DELAYED MEDICAL CARE
In mid-March, just before Governor Janet Mills declared the state of emergency, the U.S. Surgeon General called on states to delay “elective” medical procedures to attempt to conserve personal protective equipment (PPE) and hospital capacity in the event of exponential growth in serious coronavirus cases. A more specific, tiered framework was distributed by the Centers for Medicare and Medicaid Services in April 2020 to help medical professionals and hospitals develop a standard of care within the new paradigm.
The list of so-called “non-essential” procedures include regular check-ups, cancer screenings like mammograms, joint surgeries, as well as some preventative care visits such as pediatric vaccinations.
Patients who had to postpone their biopsy or cancer screening delayed a potentially earlier diagnosis crucial to ensuring recovery. The Maine CDC’s Shared Community Health Needs Assessment Report 2022 recognized that pandemic-era “challenges in accessing care have impacted chronic disease management and caused delays in nonemergency procedures.”

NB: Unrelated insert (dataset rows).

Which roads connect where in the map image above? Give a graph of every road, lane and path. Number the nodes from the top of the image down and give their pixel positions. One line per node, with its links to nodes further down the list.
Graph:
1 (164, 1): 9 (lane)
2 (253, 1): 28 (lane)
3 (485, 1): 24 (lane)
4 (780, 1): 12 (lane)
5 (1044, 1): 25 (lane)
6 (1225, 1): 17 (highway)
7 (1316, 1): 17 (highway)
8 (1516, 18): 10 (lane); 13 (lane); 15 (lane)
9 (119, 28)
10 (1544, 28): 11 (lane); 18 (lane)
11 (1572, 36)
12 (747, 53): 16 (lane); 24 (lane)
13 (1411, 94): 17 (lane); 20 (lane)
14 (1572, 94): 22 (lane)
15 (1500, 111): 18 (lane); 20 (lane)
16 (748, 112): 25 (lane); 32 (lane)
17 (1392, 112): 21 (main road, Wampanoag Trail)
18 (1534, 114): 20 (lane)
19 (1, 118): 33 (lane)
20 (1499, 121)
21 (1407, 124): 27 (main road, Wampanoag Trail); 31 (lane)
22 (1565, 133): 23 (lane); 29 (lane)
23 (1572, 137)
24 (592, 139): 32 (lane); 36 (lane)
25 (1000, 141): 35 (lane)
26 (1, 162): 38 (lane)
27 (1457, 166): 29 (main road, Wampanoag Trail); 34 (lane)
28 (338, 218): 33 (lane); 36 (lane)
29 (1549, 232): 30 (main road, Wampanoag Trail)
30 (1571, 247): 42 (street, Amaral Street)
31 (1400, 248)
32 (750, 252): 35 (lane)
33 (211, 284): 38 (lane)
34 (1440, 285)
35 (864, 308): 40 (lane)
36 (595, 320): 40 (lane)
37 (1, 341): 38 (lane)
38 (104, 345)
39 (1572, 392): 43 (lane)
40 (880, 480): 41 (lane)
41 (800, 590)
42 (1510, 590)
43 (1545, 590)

In August 2020, Maine Policy warned about the effects of canceling or postponing important medical procedures like these, referencing a report published in the National Institutes of Health (NIH) Public Health Emergency COVID-19 Initiative that noted the “consequences of surgical delays will likely manifest in increased costs to the health care system…often requiring more intense and more costly treatment.”
Given NIH’s 2020 warning, public health officials should be looking into how delayed medical care played into the overall need for health care services, as well as disease progression among patients who could not see their provider. Are these effects evident in the provisional mortality data, or is it too early to tell?
CDC WONDER data on cause-of-death by ICD-10 coding show that excess deaths among Mainers attributed to circulatory system failure (I00-I99) rose 3.5% in 2020, but doubled proportionally over the next year to 7%. The Wall Street Journal reported similar data nationally: “Mortality rates from heart disease and stroke rose 4.3% and 6.4% respectively in 2020.” Heart disease, the number one cause of death for Americans, driven by the nation’s concurrent epidemics of obesity and diabetes, is rampant even in “good” years.
Deaths attributed to diseases of the endocrine system (E00-E88) in Maine were 6.7% higher than expected in 2020, a proportion which nearly-tripled to 17.9% the following year. Despite many delayed or skipped cancer screenings and treatments over 2020, deemed “elective procedures,” neither Maine nor US mortality data show significantly higher excess deaths attributed to cancers. It is possible that the effects will not be seen in mortality data for many years.
These examples of delayed and withheld medical care pertain to non-COVID causes, but some suggest that top-down approach to developing care protocols for COVID-19 also led to greater mortality attributed to the virus.
Several doctors found success experimenting with multi-drug protocols to treat COVID-19 illness in the first months of the pandemic, but were ultimately ignored by leading public health officials. Dr. Pierre Kory of the Frontline COVID-19 Critical Care Alliance (FLCCC) testified to a Senate committee in May 2020 that lack of recommending methylprednisolone, a steroid which he noted was used with success in prior coronavirus outbreaks like SARS and MERS, is “causing needless death.” The National Institutes of Health (NIH) never included it in its directives, even recommending against several other commonly-used drugs and supplements mentioned in FLCCC protocols, like vitamin D, vitamin C, Zinc, and Ivermectin.